Ashtanga Yoga is NOT just for young boys
Another popular myth about Ashtanga Yoga is that it is only for teenage boys. Maybe this developed because when Guruji and Krishnamacharya were studying and practicing this yoga they shared the space in the Mysore Palace with the boys gymnastics team. So maybe some of the gymnastic like moves did come from the gymnasts, so be it. A,er many years in this practice your body does just go there, you get very flexible and strong and you develop a high level of coordination with your body, this is a natural process and does not require pushing yourself to be gymnastic like in the practice. Remember as I have said before, don’t push to do the jumps the floats and pick ups, etc. Let them come to you–a,er many years of practice! One day you will just hop right through and float to your mat–don’t struggle or try to do that early in your practice! Put in your time with the practice and let it come to you. So if you want to feel as fit and strong as a teenage boy well into your 50’s and 60’s then you should do Ashtanga Yoga 🙂

Ashtanga yoga is for anybody . . . the only people who can’t do ashtanga yoga are lazy people!
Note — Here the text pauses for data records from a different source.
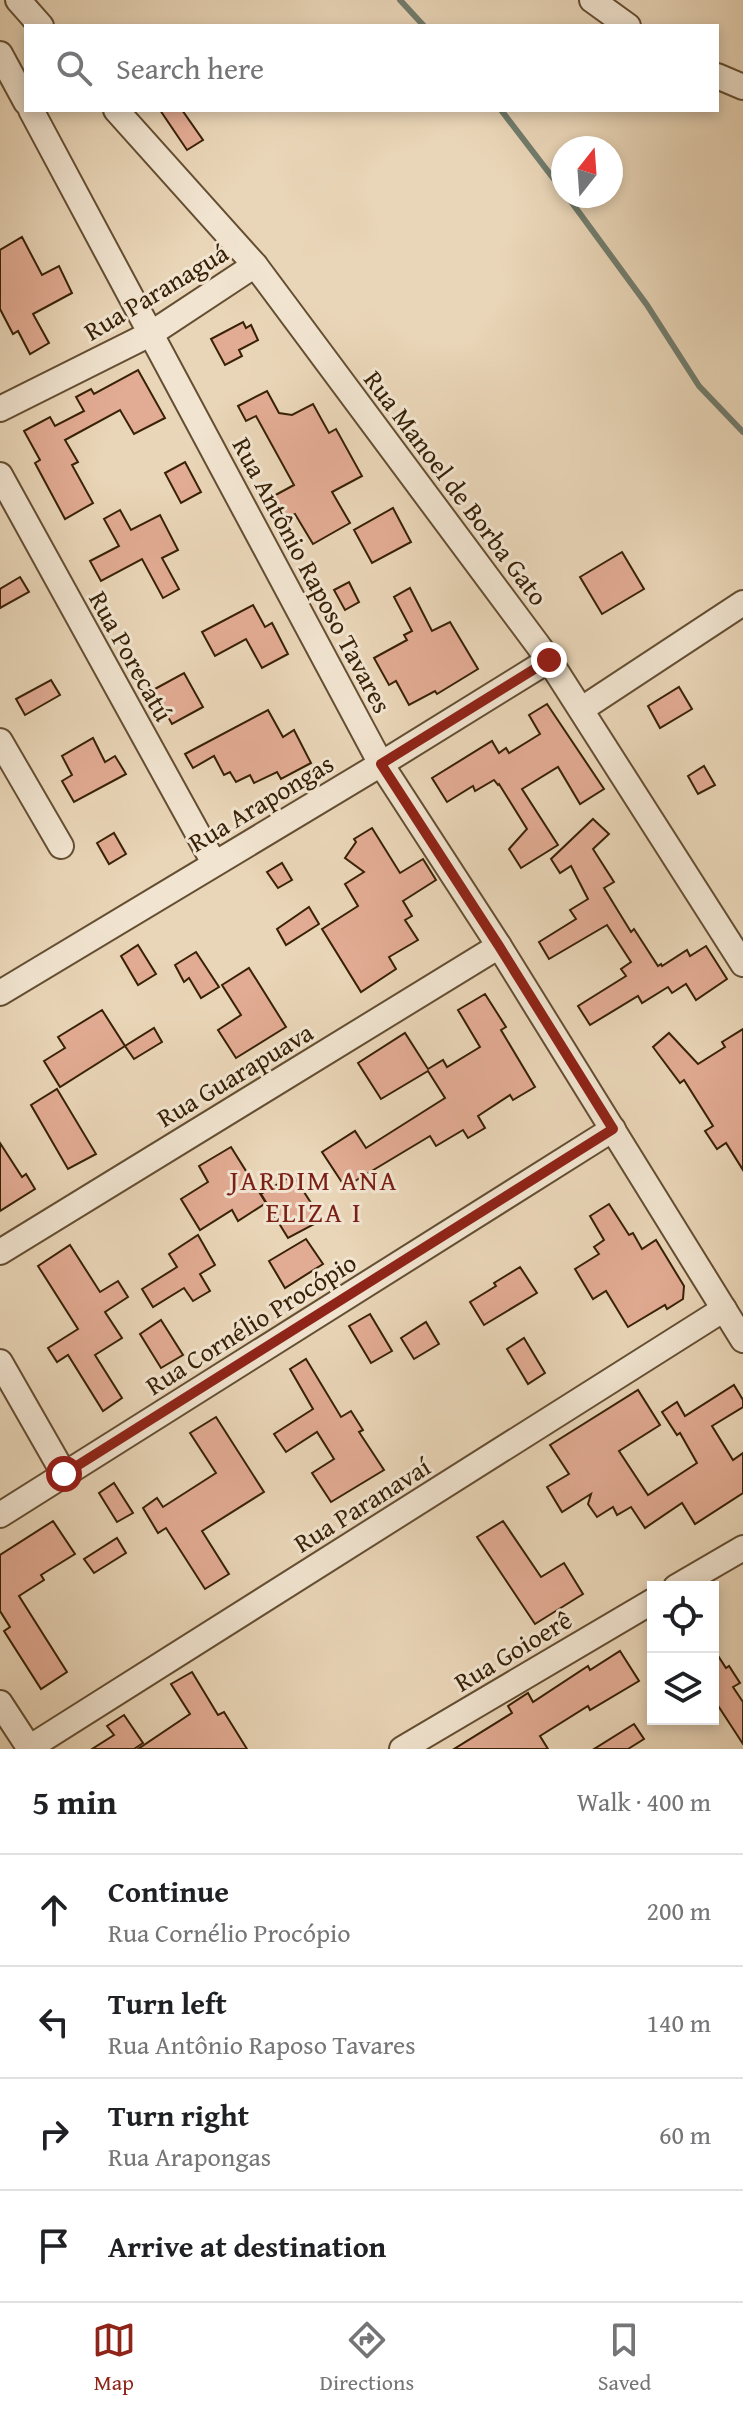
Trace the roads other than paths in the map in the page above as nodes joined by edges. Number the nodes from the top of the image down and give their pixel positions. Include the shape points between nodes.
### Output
1 (18, 0) edge
2 (592, 0) edge
3 (39, 24) edge
4 (625, 24) edge
5 (0, 54) edge
6 (719, 77) edge
7 (743, 87) edge
8 (24, 98) edge
9 (32, 112) edge
10 (118, 112) edge
11 (255, 265) junction
12 (152, 333) junction
13 (0, 409) edge
14 (0, 475) edge
15 (743, 603) edge
16 (549, 660) junction
17 (582, 709) junction
18 (0, 741) edge
19 (381, 764) junction
20 (61, 846) dead end
21 (214, 863) junction
22 (499, 946) junction
23 (743, 964) edge
24 (0, 993) edge
25 (613, 1129) junction
26 (0, 1252) edge
27 (724, 1309) junction
28 (743, 1340) edge
29 (0, 1362) edge
30 (64, 1474) junction
31 (0, 1515) edge
32 (743, 1548) edge
33 (686, 1581) edge
34 (647, 1605) edge
35 (0, 1703) edge
36 (30, 1749) edge
37 (402, 1749) edge

1 - 3 street
2 - 4 street
5 - 8 street
6 - 7 street
9 - 12 street, Rua Antônio Raposo Tavares
10 - 11 street, Rua Manoel de Borba Gato
11 - 12 street, Rua Paranaguá
11 - 16 street, Rua Manoel de Borba Gato
12 - 13 street, Rua Paranaguá
12 - 19 street, Rua Antônio Raposo Tavares
14 - 21 street, Rua Porecatú
15 - 17 street
16 - 17 street, Rua Manoel de Borba Gato
16 - 19 street, Rua Arapongas
17 - 23 street, Rua Manoel de Borba Gato
18 - 20 street
19 - 21 street, Rua Arapongas
19 - 22 street, Rua Antônio Raposo Tavares
21 - 24 street, Rua Arapongas
22 - 25 street, Rua Antônio Raposo Tavares
22 - 26 street, Rua Guarapuava
25 - 27 street, Rua Antônio Raposo Tavares
25 - 30 street, Rua Cornélio Procópio
27 - 28 street, Rua Antônio Raposo Tavares
27 - 36 street, Rua Paranavaí
29 - 30 street
30 - 31 street, Rua Cornélio Procópio
32 - 33 street
34 - 37 street, Rua Goioerê
35 - 36 street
Anyone who wants to take on this practice can, it does not matter how old you are, how tight you are, how many injuries or aches and pains you have . . . Many people think if they are tight they can not do yoga, or if they are not coordinated, or if they have pain or injury . . . the fact of the matter is the more tight you are the more you need yoga, if you are not coordinated yoga will make you coordinated, and if you have pain or injury yoga will help the healing process as it improves blood flow–you will just need to modify your practice to support and not aggravate the pain. But really the most common excuse is time. Especially if you are in the householder phase of your life time is crucial and this practice is most effective as a 6 day per week practice; practice 1-2x per week you’ll feel better and improve health, 3-4x per week you will notice your body changing and getting stronger, more flexible more coordinated, and you will start to feel the lightness in your moves on and off the mat the practice develops. Practice 5-6x per week and you will transform your life. Don’t let this frustrate you if time is short you can do a short home practice of 5 Surya Namaskar A’s, 3 finishing lotus flowers, and rest, then come to the studio once or twice each week for full practice. This counts! and will help you stay connected to your yoga practice, over time you will naturally want to do more full practices–it will not be a struggle or a chore, you’ll just want it . . . Try it and you’ll see.

I know I have spent the month talking about the wonders of ashtanga yoga, and although I am partial to the ashtanga form, I want to express that all forms of yoga are good. It is important as a beginner to shop around and find the form that suits you–and the teacher that suits you, in some cases the teacher may be more important than the form! Once you decide on a form and a teacher it is important to settle down and stick with your one form and teacher and work them deeply. When you flit around between styles and teachers you have a higher risk of injury and you do not get to experience the deeper teachings and benefits that the forms bring about. Shop around then settle down!